Самые чуткие нетеатральные умы иногда сами стараются найти в балете актуальные смыслы. Например, в большой, неповоротливой, богато изукрашенной экзотикой и арапчатами «Баядерке» видят карикатуру на восточную деспотию — мысль сама по себе неглупая, но за балетную державу обидно, она объемнее карикатуры. А тут у нас в Большом театре случилась «Жизель» — крупнейшее событие мирового сезона, мировая премьера. Главный балетный шедевр романтизма 1841 года рождения заново поставил Алексей Ратманский, хореограф-оригинал, искренне полюбивший архивы. Граф, крестьянка, любовь и обман, мыслимый только при неравенстве социальных слоев. Полный надмирной прелести «белый» загробный акт, в котором умершая от предательства крестьянка прощает и спасает от смерти любимого. Сюжет оказался настолько сильным, что весь ХХ и нынешний век манит как огонек, порождая самоценные версии. Матса Эка (Граф — городская золотая молодежь, Жизель — деревенская девчонка, вместо загробного мира психиатрическая клиника), Дады Масило (он белый, она африканка), Акрама Хана (он элита, она мигрантка из палаточного городка). В Москве Алексей Ратманский оставил в покое время и место, не говоря уже о том, что скрупулезно очистил оригинал и деликатно восстановил потери. Что парадоксальным образом подтолкнуло думающего зрителя рассмотреть в этом как бы измышленном фарфоровом шедевре важные проблемы сего дня. Социальное неравенство, неравенство полов, обостренная потребность в защите и безопасности. Объективация женщины в силу специфики ее природы. Абсолютизация социальных норм на фоне растущей герметичности социальных страт. Несправедливость мироустройства, обреченность самопожертвования, кризис христианской морали. И полное бессилие эмоций в этом разумном, разумном, разумном мире.  

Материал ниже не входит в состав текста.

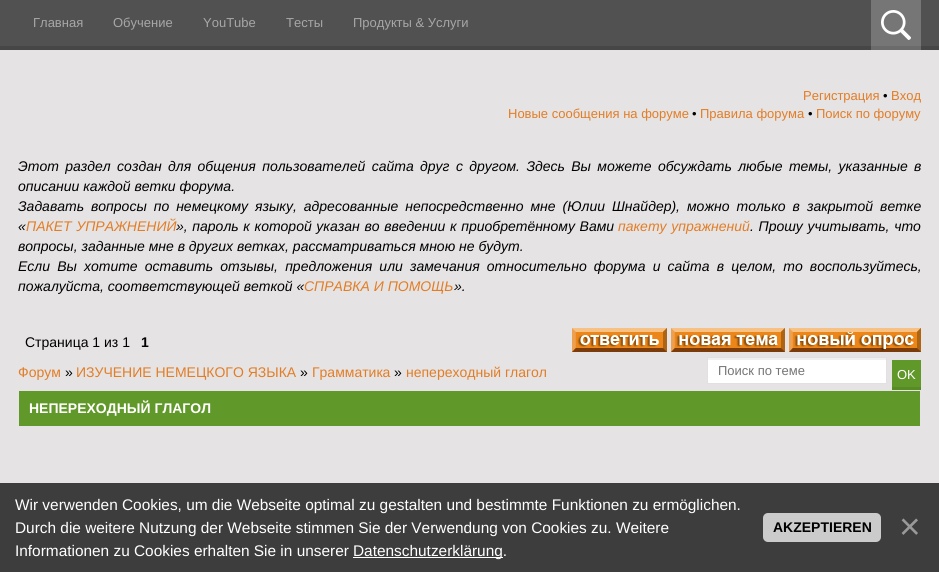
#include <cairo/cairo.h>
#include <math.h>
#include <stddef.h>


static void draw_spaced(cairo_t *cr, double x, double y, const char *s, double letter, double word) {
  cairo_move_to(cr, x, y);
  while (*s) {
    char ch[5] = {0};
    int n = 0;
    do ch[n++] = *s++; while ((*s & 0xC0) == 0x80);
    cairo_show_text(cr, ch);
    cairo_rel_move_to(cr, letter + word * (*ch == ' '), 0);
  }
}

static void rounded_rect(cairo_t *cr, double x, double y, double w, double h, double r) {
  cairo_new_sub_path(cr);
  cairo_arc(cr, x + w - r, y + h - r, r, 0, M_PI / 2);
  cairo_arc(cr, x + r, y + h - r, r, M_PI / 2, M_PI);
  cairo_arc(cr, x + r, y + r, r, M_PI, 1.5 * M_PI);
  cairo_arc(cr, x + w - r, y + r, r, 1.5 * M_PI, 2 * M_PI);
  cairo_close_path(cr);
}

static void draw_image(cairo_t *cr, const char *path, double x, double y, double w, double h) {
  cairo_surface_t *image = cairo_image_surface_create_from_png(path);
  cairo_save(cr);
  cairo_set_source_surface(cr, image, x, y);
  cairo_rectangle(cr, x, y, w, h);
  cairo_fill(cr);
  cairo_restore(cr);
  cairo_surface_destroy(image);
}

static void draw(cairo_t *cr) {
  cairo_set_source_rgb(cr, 229 / 255.0, 227 / 255.0, 228 / 255.0);
  cairo_paint(cr);
  cairo_set_source_rgb(cr, 81 / 255.0, 81 / 255.0, 81 / 255.0);
  cairo_rectangle(cr, 0, 0, 939, 46);
  cairo_fill(cr);
  cairo_set_source_rgb(cr, 70 / 255.0, 70 / 255.0, 70 / 255.0);
  cairo_rectangle(cr, 0, 46, 939, 4);
  cairo_fill(cr);
  cairo_set_source_rgb(cr, 118 / 255.0, 118 / 255.0, 118 / 255.0);
  cairo_rectangle(cr, 871, 0, 50, 46);
  cairo_fill(cr);
  draw_image(cr, "images/1.png", 881, 10, 30, 30);
  cairo_set_source_rgb(cr, 107 / 255.0, 107 / 255.0, 107 / 255.0);
  cairo_rectangle(cr, 871, 46, 50, 4);
  cairo_fill(cr);
  draw_image(cr, "images/2.png", 572, 328, 95, 24);
  draw_image(cr, "images/3.png", 671, 328, 114, 24);
  draw_image(cr, "images/4.png", 789, 328, 132, 24);
  cairo_set_source_rgb(cr, 1, 1, 1);
  cairo_rectangle(cr, 708, 360, 178, 23);
  cairo_fill(cr);
  cairo_set_source_rgb(cr, 240 / 255.0, 240 / 255.0, 240 / 255.0);
  cairo_rectangle(cr, 708, 358, 178, 2);
  cairo_fill(cr);
  cairo_rectangle(cr, 707.5, 357.5, 179, 26);
  cairo_set_source_rgb(cr, 225 / 255.0, 225 / 255.0, 225 / 255.0);
  cairo_set_line_width(cr, 1);
  cairo_stroke(cr);
  cairo_set_source_rgb(cr, 97 / 255.0, 152 / 255.0, 42 / 255.0);
  cairo_rectangle(cr, 892, 360, 29, 27);
  cairo_fill(cr);
  cairo_set_source_rgb(cr, 88 / 255.0, 138 / 255.0, 38 / 255.0);
  cairo_rectangle(cr, 892, 387, 29, 3);
  cairo_fill(cr);
  cairo_set_source_rgb(cr, 97 / 255.0, 152 / 255.0, 42 / 255.0);
  cairo_rectangle(cr, 19, 391, 901, 35);
  cairo_fill(cr);
  cairo_set_source_rgb(cr, 61 / 255.0, 61 / 255.0, 61 / 255.0);
  cairo_rectangle(cr, 0, 483, 939, 89);
  cairo_fill(cr);
  cairo_set_source_rgb(cr, 1, 1, 1);
  cairo_rectangle(cr, 353, 557, 150, 1);
  cairo_fill(cr);
  cairo_set_source_rgb(cr, 203 / 255.0, 203 / 255.0, 203 / 255.0);
  rounded_rect(cr, 763, 513, 118, 29, 5);
  cairo_fill(cr);
  cairo_select_font_face(cr, "Liberation Sans", CAIRO_FONT_SLANT_NORMAL, CAIRO_FONT_WEIGHT_NORMAL);
  cairo_set_font_size(cr, 13);
  cairo_set_source_rgb(cr, 167 / 255.0, 167 / 255.0, 167 / 255.0);
  cairo_move_to(cr, 33, 27);
  cairo_show_text(cr, "Главная");
  cairo_move_to(cr, 113, 27);
  cairo_show_text(cr, "Обучение");
  cairo_move_to(cr, 203, 27);
  cairo_show_text(cr, "YouTube");
  cairo_move_to(cr, 286, 27);
  cairo_show_text(cr, "Тесты");
  cairo_move_to(cr, 353, 27);
  cairo_show_text(cr, "Продукты & Услуги");
  cairo_set_source_rgb(cr, 226 / 255.0, 125 / 255.0, 37 / 255.0);
  cairo_move_to(cr, 803, 100);
  cairo_show_text(cr, "Регистрация");
  cairo_set_source_rgb(cr, 0, 0, 0);
  cairo_move_to(cr, 883, 100);
  cairo_show_text(cr, "•");
  cairo_set_source_rgb(cr, 226 / 255.0, 125 / 255.0, 37 / 255.0);
  cairo_move_to(cr, 891, 100);
  cairo_show_text(cr, "Вход");
  cairo_move_to(cr, 508, 118);
  cairo_show_text(cr, "Новые сообщения на форуме");
  cairo_set_source_rgb(cr, 0, 0, 0);
  cairo_move_to(cr, 692, 118);
  cairo_show_text(cr, "•");
  cairo_set_source_rgb(cr, 226 / 255.0, 125 / 255.0, 37 / 255.0);
  cairo_move_to(cr, 700, 118);
  cairo_show_text(cr, "Правила форума");
  cairo_set_source_rgb(cr, 0, 0, 0);
  cairo_move_to(cr, 808, 118);
  cairo_show_text(cr, "•");
  cairo_set_source_rgb(cr, 226 / 255.0, 125 / 255.0, 37 / 255.0);
  cairo_move_to(cr, 816, 118);
  cairo_show_text(cr, "Поиск по форуму");
  cairo_select_font_face(cr, "Liberation Sans", CAIRO_FONT_SLANT_ITALIC, CAIRO_FONT_WEIGHT_NORMAL);
  cairo_set_font_size(cr, 14);
  cairo_set_source_rgb(cr, 0, 0, 0);
  draw_spaced(cr, 18, 171, "Этот раздел создан для общения пользователей сайта друг с другом. Здесь Вы можете обсуждать любые темы, указанные в", 0, 2.5);
  cairo_move_to(cr, 18, 191);
  cairo_show_text(cr, "описании каждой ветки форума.");
  draw_spaced(cr, 18, 211, "Задавать вопросы по немецкому языку, адресованные непосредственно мне (Юлии Шнайдер), можно только в закрытой ветке", 0, 3.1);
  cairo_move_to(cr, 18, 231);
  cairo_show_text(cr, "«");
  cairo_set_source_rgb(cr, 226 / 255.0, 125 / 255.0, 37 / 255.0);
  draw_spaced(cr, 26, 231, "ПАКЕТ УПРАЖНЕНИЙ", 0, 0.75);
  cairo_set_source_rgb(cr, 0, 0, 0);
  draw_spaced(cr, 176, 231, "», пароль к которой указан во введении к приобретённому Вами", 0, 0.75);
  cairo_set_source_rgb(cr, 226 / 255.0, 125 / 255.0, 37 / 255.0);
  draw_spaced(cr, 618, 231, "пакету упражнений", 0, 0.75);
  cairo_set_source_rgb(cr, 0, 0, 0);
  draw_spaced(cr, 750, 231, ". Прошу учитывать, что", 0, 0.75);
  cairo_move_to(cr, 18, 251);
  cairo_show_text(cr, "вопросы, заданные мне в других ветках, рассматриваться мною не будут.");
  draw_spaced(cr, 18, 271, "Если Вы хотите оставить отзывы, предложения или замечания относительно форума и сайта в целом, то воспользуйтесь,", 0, 3.25);
  cairo_move_to(cr, 18, 291);
  cairo_show_text(cr, "пожалуйста, соответствующей веткой «");
  cairo_set_source_rgb(cr, 226 / 255.0, 125 / 255.0, 37 / 255.0);
  cairo_move_to(cr, 304, 291);
  cairo_show_text(cr, "СПРАВКА И ПОМОЩЬ");
  cairo_set_source_rgb(cr, 0, 0, 0);
  cairo_move_to(cr, 454, 291);
  cairo_show_text(cr, "».");
  cairo_select_font_face(cr, "Liberation Sans", CAIRO_FONT_SLANT_NORMAL, CAIRO_FONT_WEIGHT_NORMAL);
  cairo_move_to(cr, 25, 347);
  cairo_show_text(cr, "Страница 1 из 1");
  cairo_select_font_face(cr, "Liberation Sans", CAIRO_FONT_SLANT_NORMAL, CAIRO_FONT_WEIGHT_BOLD);
  cairo_move_to(cr, 141, 347);
  cairo_show_text(cr, "1");
  cairo_select_font_face(cr, "Liberation Sans", CAIRO_FONT_SLANT_NORMAL, CAIRO_FONT_WEIGHT_NORMAL);
  cairo_set_source_rgb(cr, 226 / 255.0, 125 / 255.0, 37 / 255.0);
  cairo_move_to(cr, 18, 377);
  cairo_show_text(cr, "Форум");
  cairo_set_source_rgb(cr, 0, 0, 0);
  cairo_move_to(cr, 65, 377);
  cairo_show_text(cr, "»");
  cairo_set_source_rgb(cr, 226 / 255.0, 125 / 255.0, 37 / 255.0);
  cairo_move_to(cr, 76, 377);
  cairo_show_text(cr, "ИЗУЧЕНИЕ НЕМЕЦКОГО ЯЗЫКА");
  cairo_set_source_rgb(cr, 0, 0, 0);
  cairo_move_to(cr, 300, 377);
  cairo_show_text(cr, "»");
  cairo_set_source_rgb(cr, 226 / 255.0, 125 / 255.0, 37 / 255.0);
  cairo_move_to(cr, 312, 377);
  cairo_show_text(cr, "Грамматика");
  cairo_set_source_rgb(cr, 0, 0, 0);
  cairo_move_to(cr, 394, 377);
  cairo_show_text(cr, "»");
  cairo_set_source_rgb(cr, 226 / 255.0, 125 / 255.0, 37 / 255.0);
  cairo_move_to(cr, 406, 377);
  cairo_show_text(cr, "непереходный глагол");
  cairo_set_font_size(cr, 13);
  cairo_set_source_rgb(cr, 117 / 255.0, 117 / 255.0, 117 / 255.0);
  cairo_move_to(cr, 718, 375);
  cairo_show_text(cr, "Поиск по теме");
  cairo_set_source_rgb(cr, 1, 1, 1);
  cairo_move_to(cr, 897, 379);
  cairo_show_text(cr, "OK");
  cairo_select_font_face(cr, "Liberation Sans", CAIRO_FONT_SLANT_NORMAL, CAIRO_FONT_WEIGHT_BOLD);
  cairo_set_font_size(cr, 14);
  cairo_move_to(cr, 29, 413);
  cairo_show_text(cr, "НЕПЕРЕХОДНЫЙ ГЛАГОЛ");
  cairo_select_font_face(cr, "Liberation Sans", CAIRO_FONT_SLANT_NORMAL, CAIRO_FONT_WEIGHT_NORMAL);
  cairo_set_font_size(cr, 15.4);
  cairo_move_to(cr, 15, 510);
  cairo_show_text(cr, "Wir verwenden Cookies, um die Webseite optimal zu gestalten und bestimmte Funktionen zu ermöglichen.");
  cairo_move_to(cr, 15, 533);
  cairo_show_text(cr, "Durch die weitere Nutzung der Webseite stimmen Sie der Verwendung von Cookies zu. Weitere");
  cairo_move_to(cr, 15, 556);
  cairo_show_text(cr, "Informationen zu Cookies erhalten Sie in unserer");
  cairo_move_to(cr, 353, 556);
  cairo_show_text(cr, "Datenschutzerklärung.");
  cairo_select_font_face(cr, "Liberation Sans", CAIRO_FONT_SLANT_NORMAL, CAIRO_FONT_WEIGHT_BOLD);
  cairo_set_font_size(cr, 14);
  cairo_set_source_rgb(cr, 0, 0, 0);
  cairo_move_to(cr, 773, 532);
  cairo_show_text(cr, "AKZEPTIEREN");
  cairo_select_font_face(cr, "Liberation Sans", CAIRO_FONT_SLANT_NORMAL, CAIRO_FONT_WEIGHT_NORMAL);
  cairo_set_font_size(cr, 37);
  cairo_set_source_rgb(cr, 153 / 255.0, 153 / 255.0, 153 / 255.0);
  cairo_move_to(cr, 899, 539);
  cairo_show_text(cr, "×");
}

int main(void) {
  cairo_surface_t *surface = cairo_image_surface_create(CAIRO_FORMAT_RGB24, 939, 572);
  cairo_t *cr = cairo_create(surface);
  cairo_font_options_t *options = cairo_font_options_create();
  cairo_font_options_set_hint_metrics(options, CAIRO_HINT_METRICS_OFF);
  cairo_font_options_set_hint_style(options, CAIRO_HINT_STYLE_NONE);
  cairo_set_font_options(cr, options);
  cairo_set_miter_limit(cr, 4);
  draw(cr);
  cairo_surface_write_to_png(surface, "out.png");
  cairo_font_options_destroy(options);
  cairo_destroy(cr);
  cairo_surface_destroy(surface);
  return 0;
}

Так о чем мы сейчас? О том, что «Жизель» может перерождаться много раз, мутируя даже в «Рассекая волны» Триера? О том, что классические шедевры актуальны в любое время именно глубиной заложенных в них вопросов, а античный конфликт воли, долга, судьбы обречен быть вечной темой для человечества? Да, но не только.

Архаичный по сути театр с танцующим телом парадоксальным образом несет эти смыслы прямо к человеку, минимально распыляясь на разум и неудобный сегодня формат доступа. Несет сквозь условность балета, а может, и благодаря ей. Чему не мешают ни «исторически информированные» костюмы XIX века, ни пляски радостных пейзан и злобные жесты ведьм-привидений, ни пресловутый балетный «язык глухонемых», выглядящий вдруг ничуть не хуже стикеров электронной переписки.

А ведь еще есть такая вещь, как танец, современный танец, он же contemporary dance. Вроде бы тоже тело-ноги-руки, но в нем вообще принципиально другие отношения с бытием, сознанием и прочими малопонятными штуками. Кристоф Винклер показал в Москве «Баадер» — спектакль-манифест печально знаменитых «красных бригад», терроризировавших Европу в недавнем прошлом, а Ксавье ле Руа — свою же кандидатскую диссертацию про молекулярную биологию. Россия тут не впереди планеты всей, но вполне себе в ногу. Дивная петербургская артистка Нина Гастева танцевала заполнение трудовой книжки перед пенсией. Умница Ольга Цветкова — будни спального района Алтуфьево, где можно выпасть мордой в снег по самым разным поводам, терзаясь поводом экзистенциальным. Способ выражения никак не мешал доносить серьезность темы. Ровно наоборот. 

Так что необязательно быть ироничным к искусству танца, чтобы выглядеть умным. Как раз наоборот, снобизм тут от незнания и нежелания включать волшебную связку «думать — чувствовать». В танцевальной наивности можно найти самые серьезные вопросы и даже ключи к самым серьезным ответам. Только дайте себе потрудиться.